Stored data
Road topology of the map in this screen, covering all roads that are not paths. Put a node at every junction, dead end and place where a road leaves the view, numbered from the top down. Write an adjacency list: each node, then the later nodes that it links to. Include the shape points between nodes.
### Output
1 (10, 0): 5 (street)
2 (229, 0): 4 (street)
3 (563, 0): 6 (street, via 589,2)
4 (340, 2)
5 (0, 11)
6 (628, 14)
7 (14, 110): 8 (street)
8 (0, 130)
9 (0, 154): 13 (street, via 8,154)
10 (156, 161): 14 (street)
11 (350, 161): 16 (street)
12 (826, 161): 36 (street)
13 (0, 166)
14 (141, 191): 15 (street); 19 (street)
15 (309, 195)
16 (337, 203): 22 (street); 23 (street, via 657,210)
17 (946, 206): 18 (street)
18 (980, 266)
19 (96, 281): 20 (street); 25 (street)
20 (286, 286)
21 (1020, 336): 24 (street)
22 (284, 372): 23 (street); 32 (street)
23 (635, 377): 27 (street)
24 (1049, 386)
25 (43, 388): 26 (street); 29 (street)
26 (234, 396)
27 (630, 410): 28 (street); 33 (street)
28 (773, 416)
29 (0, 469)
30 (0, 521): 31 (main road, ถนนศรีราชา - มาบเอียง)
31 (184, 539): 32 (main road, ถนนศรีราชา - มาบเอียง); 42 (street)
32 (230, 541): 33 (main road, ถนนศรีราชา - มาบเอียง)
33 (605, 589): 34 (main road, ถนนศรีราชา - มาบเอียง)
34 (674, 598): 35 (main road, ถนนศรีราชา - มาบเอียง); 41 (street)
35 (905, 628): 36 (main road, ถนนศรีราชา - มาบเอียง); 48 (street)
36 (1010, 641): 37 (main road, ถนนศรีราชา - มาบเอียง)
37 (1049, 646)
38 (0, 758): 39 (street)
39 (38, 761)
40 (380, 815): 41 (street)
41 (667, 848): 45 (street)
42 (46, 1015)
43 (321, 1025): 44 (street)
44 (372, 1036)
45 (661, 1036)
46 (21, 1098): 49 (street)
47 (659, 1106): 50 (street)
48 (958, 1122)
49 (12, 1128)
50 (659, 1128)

Work to be completed: When you output the entries, keep every word exactly as it stands.

Result of the exercise:
Road topology of the map in this screen, covering all roads that are not paths. Put a node at every junction, dead end and place where a road leaves the view, numbered from the top down. Write an adjacency list: each node, then the later nodes that it links to. Include the shape points between nodes.
### Output
1 (10, 0): 5 (street)
2 (229, 0): 4 (street)
3 (563, 0): 6 (street, via 589,2)
4 (340, 2)
5 (0, 11)
6 (628, 14)
7 (14, 110): 8 (street)
8 (0, 130)
9 (0, 154): 13 (street, via 8,154)
10 (156, 161): 14 (street)
11 (350, 161): 16 (street)
12 (826, 161): 36 (street)
13 (0, 166)
14 (141, 191): 15 (street); 19 (street)
15 (309, 195)
16 (337, 203): 22 (street); 23 (street, via 657,210)
17 (946, 206): 18 (street)
18 (980, 266)
19 (96, 281): 20 (street); 25 (street)
20 (286, 286)
21 (1020, 336): 24 (street)
22 (284, 372): 23 (street); 32 (street)
23 (635, 377): 27 (street)
24 (1049, 386)
25 (43, 388): 26 (street); 29 (street)
26 (234, 396)
27 (630, 410): 28 (street); 33 (street)
28 (773, 416)
29 (0, 469)
30 (0, 521): 31 (main road, ถนนศรีราชา - มาบเอียง)
31 (184, 539): 32 (main road, ถนนศรีราชา - มาบเอียง); 42 (street)
32 (230, 541): 33 (main road, ถนนศรีราชา - มาบเอียง)
33 (605, 589): 34 (main road, ถนนศรีราชา - มาบเอียง)
34 (674, 598): 35 (main road, ถนนศรีราชา - มาบเอียง); 41 (street)
35 (905, 628): 36 (main road, ถนนศรีราชา - มาบเอียง); 48 (street)
36 (1010, 641): 37 (main road, ถนนศรีราชา - มาบเอียง)
37 (1049, 646)
38 (0, 758): 39 (street)
39 (38, 761)
40 (380, 815): 41 (street)
41 (667, 848): 45 (street)
42 (46, 1015)
43 (321, 1025): 44 (street)
44 (372, 1036)
45 (661, 1036)
46 (21, 1098): 49 (street)
47 (659, 1106): 50 (street)
48 (958, 1122)
49 (12, 1128)
50 (659, 1128)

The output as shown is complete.